Katılanlar ise çevre ilçelerden , Nazilli ve Kuşadası gibi ilçelerimiz ile komşu İzmir den Tire den Çevre dernekleri , CHP Siyasi çevreleri, milletvekilleri , Aydın dan Çevre dernekleri ile beraber bir avuç Sivil Toplum Kuruluşu ve duyarlı vatandaşlar.
Benim tahminime göre , gelen geçenler ,” burda ne oluyor “diye sorup yoluna devam edenler ,hariç toplantı boyunca kalan ve izleyen sayısı 500 ila 750 kişi civarında kalabalık vardı.
Toplantıya gelenler , zaten bu işin içinde hep olanlardı. Basında sürekli yer alanlar, açıklamalarıyla kamuoyunu bilgilendirenler, kimilerine göre bu hareketin aşina isimleri ile dernek ve kişileri meydandaydı.
Bu olaya gerçekten sahip çıkan tek taraf , Kızılcaköylü kadınlar ‘ı kutlamak istiyorum.
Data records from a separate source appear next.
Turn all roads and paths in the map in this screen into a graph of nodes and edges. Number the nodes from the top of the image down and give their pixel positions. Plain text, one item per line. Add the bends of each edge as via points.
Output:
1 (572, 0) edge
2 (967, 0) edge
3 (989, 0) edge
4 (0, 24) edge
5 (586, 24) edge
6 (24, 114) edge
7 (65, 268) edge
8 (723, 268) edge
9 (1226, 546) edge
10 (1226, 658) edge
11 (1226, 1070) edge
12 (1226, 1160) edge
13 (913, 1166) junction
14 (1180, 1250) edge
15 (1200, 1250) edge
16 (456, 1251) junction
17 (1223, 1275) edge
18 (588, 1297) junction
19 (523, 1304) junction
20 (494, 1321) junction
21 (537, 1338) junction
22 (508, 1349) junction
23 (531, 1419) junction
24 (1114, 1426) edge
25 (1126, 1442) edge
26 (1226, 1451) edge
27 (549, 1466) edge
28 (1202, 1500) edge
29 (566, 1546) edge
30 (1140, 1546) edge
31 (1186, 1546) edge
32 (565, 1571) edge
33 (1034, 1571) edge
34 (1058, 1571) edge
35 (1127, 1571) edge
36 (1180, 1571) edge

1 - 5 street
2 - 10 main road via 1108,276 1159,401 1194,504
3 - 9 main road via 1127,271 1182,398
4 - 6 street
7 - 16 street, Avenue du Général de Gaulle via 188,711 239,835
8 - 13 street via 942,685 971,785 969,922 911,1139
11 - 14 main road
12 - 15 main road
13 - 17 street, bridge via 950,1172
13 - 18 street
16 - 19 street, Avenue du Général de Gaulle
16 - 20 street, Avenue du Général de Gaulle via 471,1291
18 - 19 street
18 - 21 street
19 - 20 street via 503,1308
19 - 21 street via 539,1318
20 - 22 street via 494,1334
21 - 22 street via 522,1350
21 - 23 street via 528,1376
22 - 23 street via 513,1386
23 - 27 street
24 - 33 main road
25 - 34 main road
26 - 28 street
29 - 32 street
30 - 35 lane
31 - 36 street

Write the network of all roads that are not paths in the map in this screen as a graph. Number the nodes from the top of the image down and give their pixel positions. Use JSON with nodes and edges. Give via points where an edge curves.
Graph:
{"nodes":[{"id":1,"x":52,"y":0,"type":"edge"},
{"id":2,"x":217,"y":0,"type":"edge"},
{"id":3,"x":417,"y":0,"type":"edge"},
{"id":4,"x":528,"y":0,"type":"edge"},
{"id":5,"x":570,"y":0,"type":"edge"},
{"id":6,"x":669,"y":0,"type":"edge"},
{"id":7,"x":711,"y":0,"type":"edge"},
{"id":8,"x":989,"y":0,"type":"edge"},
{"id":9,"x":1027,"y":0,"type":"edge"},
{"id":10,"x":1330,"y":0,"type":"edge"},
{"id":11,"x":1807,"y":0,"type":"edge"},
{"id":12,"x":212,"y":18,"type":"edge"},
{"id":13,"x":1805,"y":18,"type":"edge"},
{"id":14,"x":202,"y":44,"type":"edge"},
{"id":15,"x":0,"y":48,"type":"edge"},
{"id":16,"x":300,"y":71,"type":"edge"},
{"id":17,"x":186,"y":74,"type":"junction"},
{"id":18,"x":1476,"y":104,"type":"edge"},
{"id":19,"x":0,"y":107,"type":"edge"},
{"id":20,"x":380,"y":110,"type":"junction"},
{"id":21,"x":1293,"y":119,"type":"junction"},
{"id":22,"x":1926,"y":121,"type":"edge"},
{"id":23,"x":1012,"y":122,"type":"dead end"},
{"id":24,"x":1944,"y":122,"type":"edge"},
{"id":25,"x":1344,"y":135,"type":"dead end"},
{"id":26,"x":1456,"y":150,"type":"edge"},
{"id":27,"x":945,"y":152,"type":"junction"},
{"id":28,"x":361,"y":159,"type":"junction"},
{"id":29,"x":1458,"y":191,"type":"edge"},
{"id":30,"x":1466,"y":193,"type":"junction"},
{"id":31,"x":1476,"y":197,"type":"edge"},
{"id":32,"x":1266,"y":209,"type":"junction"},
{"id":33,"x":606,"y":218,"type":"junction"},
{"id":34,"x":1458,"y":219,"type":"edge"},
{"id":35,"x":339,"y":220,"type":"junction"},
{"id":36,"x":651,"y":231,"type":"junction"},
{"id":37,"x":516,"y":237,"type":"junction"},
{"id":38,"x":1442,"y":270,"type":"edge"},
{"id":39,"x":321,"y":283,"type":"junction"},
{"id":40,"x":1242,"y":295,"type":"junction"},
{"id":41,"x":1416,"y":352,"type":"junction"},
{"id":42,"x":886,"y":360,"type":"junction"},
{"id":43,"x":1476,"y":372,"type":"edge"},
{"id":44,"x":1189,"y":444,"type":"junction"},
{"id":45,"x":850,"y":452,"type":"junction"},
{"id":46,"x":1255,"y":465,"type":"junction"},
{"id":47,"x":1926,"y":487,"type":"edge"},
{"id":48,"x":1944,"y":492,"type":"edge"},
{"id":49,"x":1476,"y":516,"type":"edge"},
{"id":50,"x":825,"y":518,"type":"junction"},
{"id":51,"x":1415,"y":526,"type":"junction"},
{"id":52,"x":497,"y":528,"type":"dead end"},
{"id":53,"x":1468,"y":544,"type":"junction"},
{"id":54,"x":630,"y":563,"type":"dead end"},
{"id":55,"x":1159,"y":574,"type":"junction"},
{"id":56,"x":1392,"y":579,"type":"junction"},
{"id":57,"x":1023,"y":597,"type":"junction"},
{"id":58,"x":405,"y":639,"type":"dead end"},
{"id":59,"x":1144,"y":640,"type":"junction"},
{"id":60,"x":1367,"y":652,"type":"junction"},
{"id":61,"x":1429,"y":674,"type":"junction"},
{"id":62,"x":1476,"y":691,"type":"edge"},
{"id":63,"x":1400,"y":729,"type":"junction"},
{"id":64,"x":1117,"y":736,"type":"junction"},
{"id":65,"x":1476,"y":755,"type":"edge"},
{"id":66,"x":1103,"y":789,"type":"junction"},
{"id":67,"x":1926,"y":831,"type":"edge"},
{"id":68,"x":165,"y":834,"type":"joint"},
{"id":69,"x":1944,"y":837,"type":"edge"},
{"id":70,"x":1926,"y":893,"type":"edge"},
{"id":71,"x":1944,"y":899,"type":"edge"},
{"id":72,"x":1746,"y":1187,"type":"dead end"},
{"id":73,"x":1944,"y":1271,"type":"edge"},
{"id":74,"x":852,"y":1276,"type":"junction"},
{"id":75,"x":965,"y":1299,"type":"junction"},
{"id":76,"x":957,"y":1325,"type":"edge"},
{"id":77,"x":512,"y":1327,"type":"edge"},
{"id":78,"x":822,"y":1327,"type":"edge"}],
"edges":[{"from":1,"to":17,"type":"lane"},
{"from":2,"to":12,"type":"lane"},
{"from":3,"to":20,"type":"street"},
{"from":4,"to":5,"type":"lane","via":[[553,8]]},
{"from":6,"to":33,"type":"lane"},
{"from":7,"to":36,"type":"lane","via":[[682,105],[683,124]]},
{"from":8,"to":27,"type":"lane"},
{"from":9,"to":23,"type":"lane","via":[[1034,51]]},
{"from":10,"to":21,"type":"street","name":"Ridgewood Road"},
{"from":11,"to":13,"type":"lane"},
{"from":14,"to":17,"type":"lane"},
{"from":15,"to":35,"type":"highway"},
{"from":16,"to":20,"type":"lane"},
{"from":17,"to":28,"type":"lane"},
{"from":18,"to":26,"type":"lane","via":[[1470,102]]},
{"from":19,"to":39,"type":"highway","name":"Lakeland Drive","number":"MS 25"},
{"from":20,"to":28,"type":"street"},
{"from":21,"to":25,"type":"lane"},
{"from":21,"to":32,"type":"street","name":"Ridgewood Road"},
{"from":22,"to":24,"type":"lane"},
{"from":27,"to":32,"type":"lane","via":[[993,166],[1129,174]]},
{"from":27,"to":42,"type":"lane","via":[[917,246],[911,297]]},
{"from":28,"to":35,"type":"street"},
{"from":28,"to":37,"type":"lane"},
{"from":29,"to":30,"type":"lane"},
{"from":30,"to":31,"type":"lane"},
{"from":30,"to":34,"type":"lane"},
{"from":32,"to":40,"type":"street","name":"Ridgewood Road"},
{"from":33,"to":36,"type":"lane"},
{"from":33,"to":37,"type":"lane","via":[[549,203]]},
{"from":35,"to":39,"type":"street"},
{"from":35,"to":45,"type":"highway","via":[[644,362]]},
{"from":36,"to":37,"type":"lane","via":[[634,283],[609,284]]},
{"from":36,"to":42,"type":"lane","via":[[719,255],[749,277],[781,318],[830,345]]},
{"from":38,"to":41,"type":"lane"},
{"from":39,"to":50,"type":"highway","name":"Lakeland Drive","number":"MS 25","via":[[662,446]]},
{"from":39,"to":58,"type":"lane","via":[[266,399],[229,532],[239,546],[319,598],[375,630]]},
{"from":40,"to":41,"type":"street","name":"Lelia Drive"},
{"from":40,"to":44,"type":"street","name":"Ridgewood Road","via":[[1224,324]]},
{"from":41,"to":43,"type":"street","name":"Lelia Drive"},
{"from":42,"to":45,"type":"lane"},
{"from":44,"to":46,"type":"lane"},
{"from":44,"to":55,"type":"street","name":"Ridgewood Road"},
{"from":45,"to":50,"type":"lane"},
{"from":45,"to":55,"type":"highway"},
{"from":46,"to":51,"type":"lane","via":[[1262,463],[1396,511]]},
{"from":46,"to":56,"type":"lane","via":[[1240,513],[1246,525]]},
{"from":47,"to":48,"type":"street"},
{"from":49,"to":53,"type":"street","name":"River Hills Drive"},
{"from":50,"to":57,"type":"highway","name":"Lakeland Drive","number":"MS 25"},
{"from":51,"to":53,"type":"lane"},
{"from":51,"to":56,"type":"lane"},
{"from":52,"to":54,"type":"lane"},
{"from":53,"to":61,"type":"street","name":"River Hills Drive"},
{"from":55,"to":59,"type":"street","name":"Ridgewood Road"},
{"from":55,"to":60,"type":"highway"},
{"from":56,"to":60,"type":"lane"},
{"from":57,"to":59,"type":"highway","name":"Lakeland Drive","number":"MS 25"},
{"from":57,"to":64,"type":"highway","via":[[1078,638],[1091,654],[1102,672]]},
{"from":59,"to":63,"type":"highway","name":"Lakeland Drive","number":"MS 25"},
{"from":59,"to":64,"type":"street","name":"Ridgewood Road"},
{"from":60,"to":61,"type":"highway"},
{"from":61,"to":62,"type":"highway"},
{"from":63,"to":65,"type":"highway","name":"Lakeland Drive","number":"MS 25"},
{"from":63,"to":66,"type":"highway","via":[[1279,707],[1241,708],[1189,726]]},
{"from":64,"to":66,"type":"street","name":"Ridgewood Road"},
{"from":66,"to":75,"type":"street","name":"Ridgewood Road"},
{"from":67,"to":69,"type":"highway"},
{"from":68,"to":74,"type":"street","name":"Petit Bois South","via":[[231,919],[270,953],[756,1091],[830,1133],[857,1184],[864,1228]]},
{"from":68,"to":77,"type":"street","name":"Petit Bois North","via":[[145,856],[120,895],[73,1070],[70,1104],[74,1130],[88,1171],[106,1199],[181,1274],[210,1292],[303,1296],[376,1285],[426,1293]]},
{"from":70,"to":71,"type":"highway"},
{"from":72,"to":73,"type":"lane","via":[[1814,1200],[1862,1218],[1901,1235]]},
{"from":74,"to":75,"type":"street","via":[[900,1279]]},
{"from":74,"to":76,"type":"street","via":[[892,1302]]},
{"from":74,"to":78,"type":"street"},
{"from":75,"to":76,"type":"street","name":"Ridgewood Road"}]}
Erkeklerinin yerine kadın olarak yedisinden yetmişine bir avuç köylü kadın meydanda ellerinde pankartlar, kurumuş zeytin dalları ile davalarına sahip çıktılar.
Ülke genelinde başta Kazdağları , Salda Gölü, Aydın jeotermal’i olmak üzere ciddi bir çevre katliamı protestosu devam ediyor.Tabiat’ı olduğu gibi kendi doğası ile başbaşa bırakılmasını isteyenleri genel kanaat ile “ zaten bunlar solcuların işi “ ya da börtü böcekle uğraşan enteller olarak nitelendirmek son derece yanlış bir tespittir.
Belki böyle düşünenlerin ilk kıvılcımı yaktıkları eylemin , sonradan olumsuzluklarını gördükçe , köylülerin de katılmalarıyla , haklı bir tepkiye dönüşmüştür.
Haklı , çünkü kimse Jeotermalin masum olduğunu bilimsel olarak açıklayamamıştır. Aksine Üniversitelerin bu konuda araştırmalarının varlığı dile getirilerek , ÇED işletme planına göre hatalı işletilen santrallerin , hava su ve toprağa zararlarının saptandığı tespit edilmiştir.
Köylülerimiz ‘in bildiği tek şey tarım dır.Tek hazineleri ve geleceği toprak ve ekip biçmektir. Biz şehirlilerin de geleceği bu köylerimiz ve ürettikleri ile köylülerimizdir. Üretenler ile tüketenler arasında doğal bir sürdürülebilir ilişki mevcuttur.
Onun için üreten köylüler gelirlerini , tüketen şehirliler de sağlıklarını düşünmek zorundadır.
Kamu idaresi ve şehri atanarak yönetenler , Jeotermal’in zararının olmadığı görüşünü , bilimsel bir rapora bağlayarak öne sürmelidir.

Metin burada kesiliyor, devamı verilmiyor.